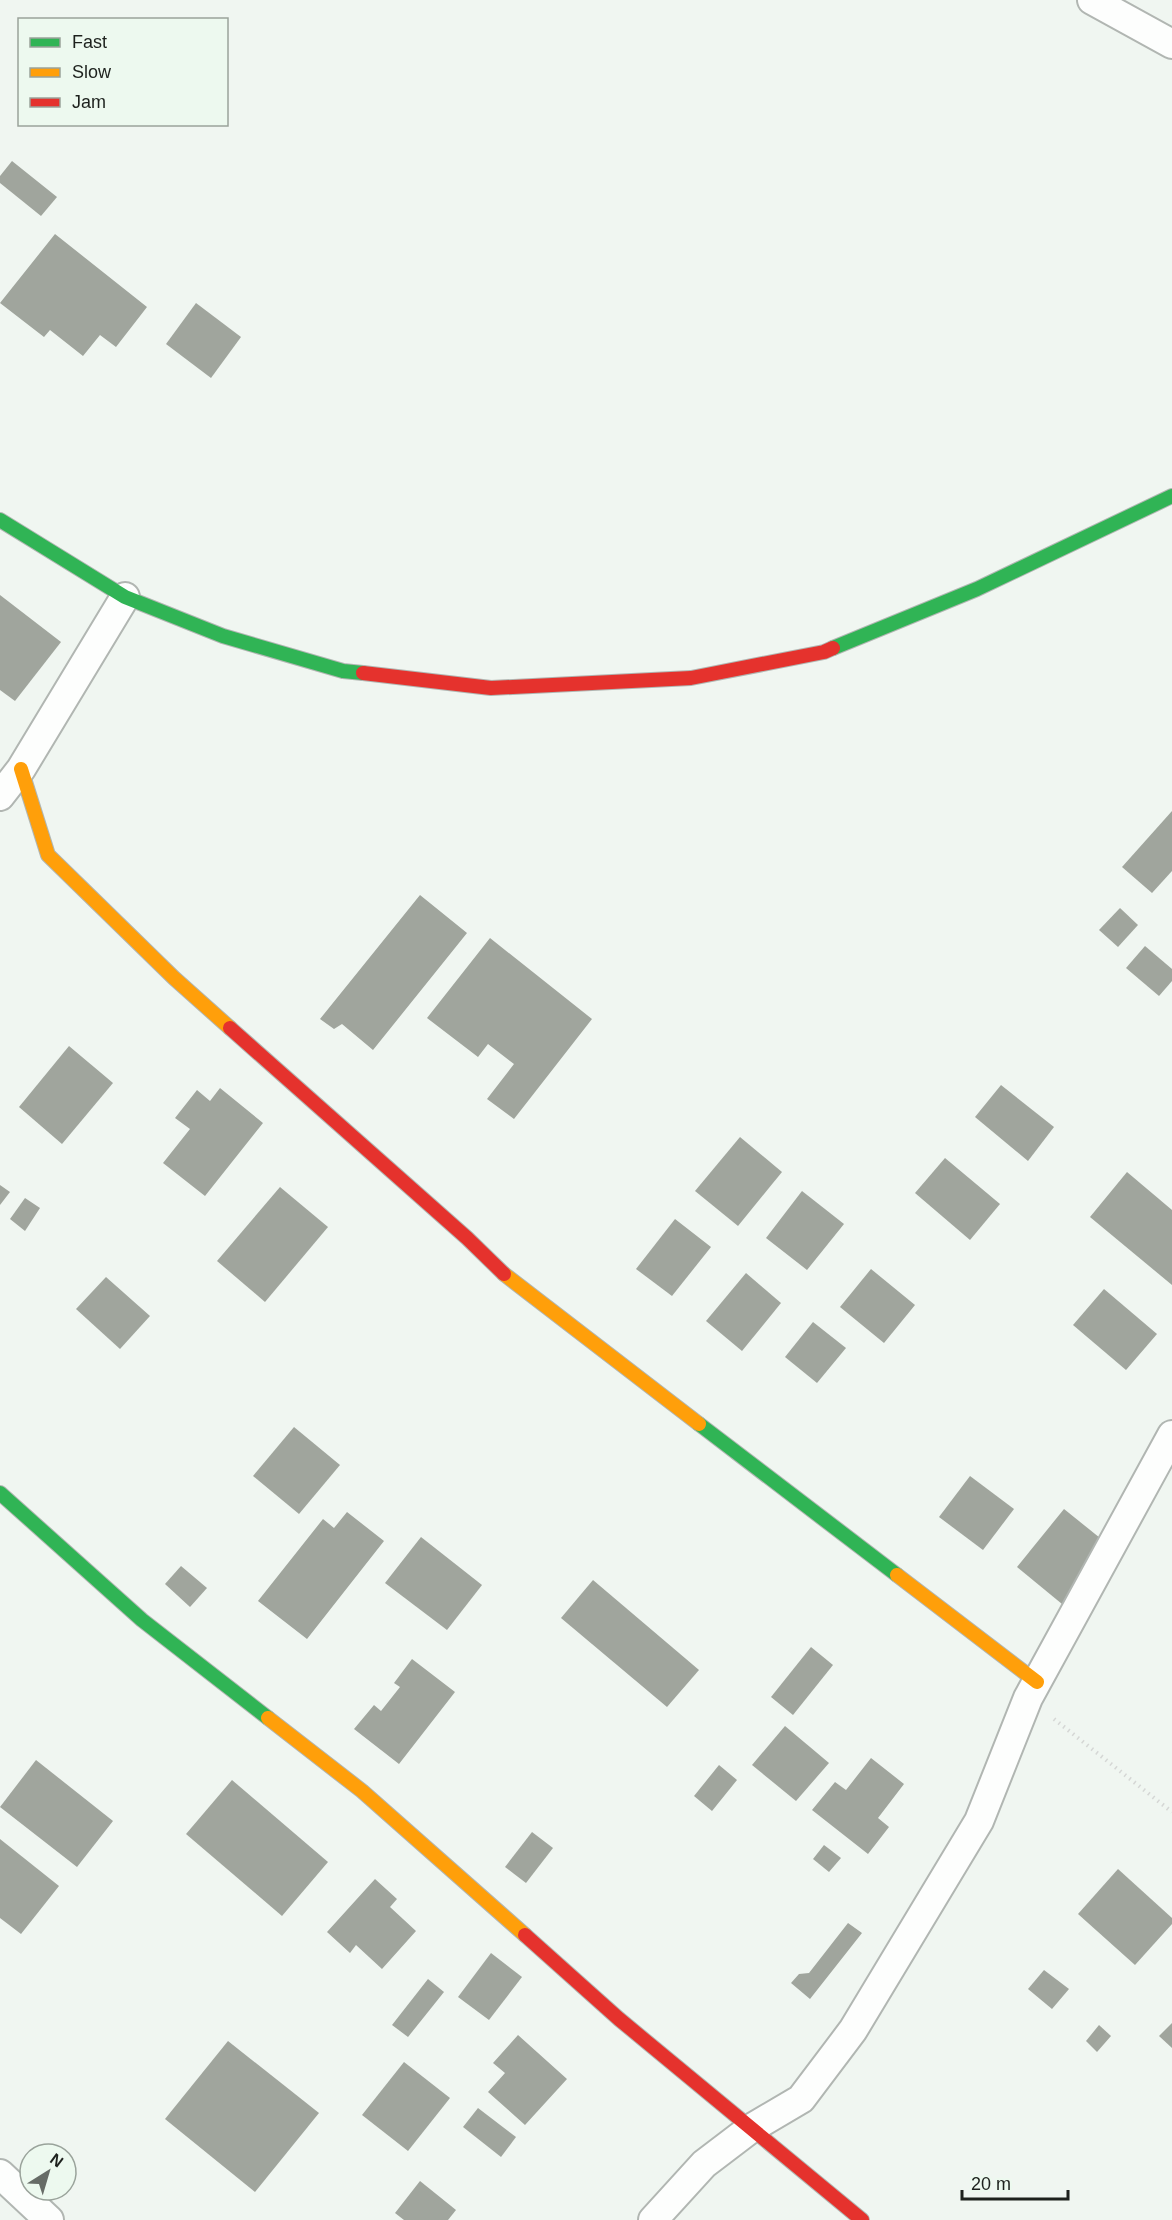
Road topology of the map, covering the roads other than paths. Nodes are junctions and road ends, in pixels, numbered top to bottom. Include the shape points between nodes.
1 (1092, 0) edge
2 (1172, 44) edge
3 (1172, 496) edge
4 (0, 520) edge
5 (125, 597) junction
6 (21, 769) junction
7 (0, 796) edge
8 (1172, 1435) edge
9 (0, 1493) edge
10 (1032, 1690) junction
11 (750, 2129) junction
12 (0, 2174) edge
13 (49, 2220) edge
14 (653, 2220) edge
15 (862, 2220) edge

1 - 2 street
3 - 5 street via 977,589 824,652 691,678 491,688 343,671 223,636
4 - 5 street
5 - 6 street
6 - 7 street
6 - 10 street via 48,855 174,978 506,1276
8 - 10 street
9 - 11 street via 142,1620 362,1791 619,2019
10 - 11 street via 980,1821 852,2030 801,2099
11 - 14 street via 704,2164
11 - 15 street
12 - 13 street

========

**Task details**
Everything in the preceding material must be transcribed exactly, except the images.

**Task response**
Road topology of the map, covering the roads other than paths. Nodes are junctions and road ends, in pixels, numbered top to bottom. Include the shape points between nodes.
1 (1092, 0) edge
2 (1172, 44) edge
3 (1172, 496) edge
4 (0, 520) edge
5 (125, 597) junction
6 (21, 769) junction
7 (0, 796) edge
8 (1172, 1435) edge
9 (0, 1493) edge
10 (1032, 1690) junction
11 (750, 2129) junction
12 (0, 2174) edge
13 (49, 2220) edge
14 (653, 2220) edge
15 (862, 2220) edge

1 - 2 street
3 - 5 street via 977,589 824,652 691,678 491,688 343,671 223,636
4 - 5 street
5 - 6 street
6 - 7 street
6 - 10 street via 48,855 174,978 506,1276
8 - 10 street
9 - 11 street via 142,1620 362,1791 619,2019
10 - 11 street via 980,1821 852,2030 801,2099
11 - 14 street via 704,2164
11 - 15 street
12 - 13 street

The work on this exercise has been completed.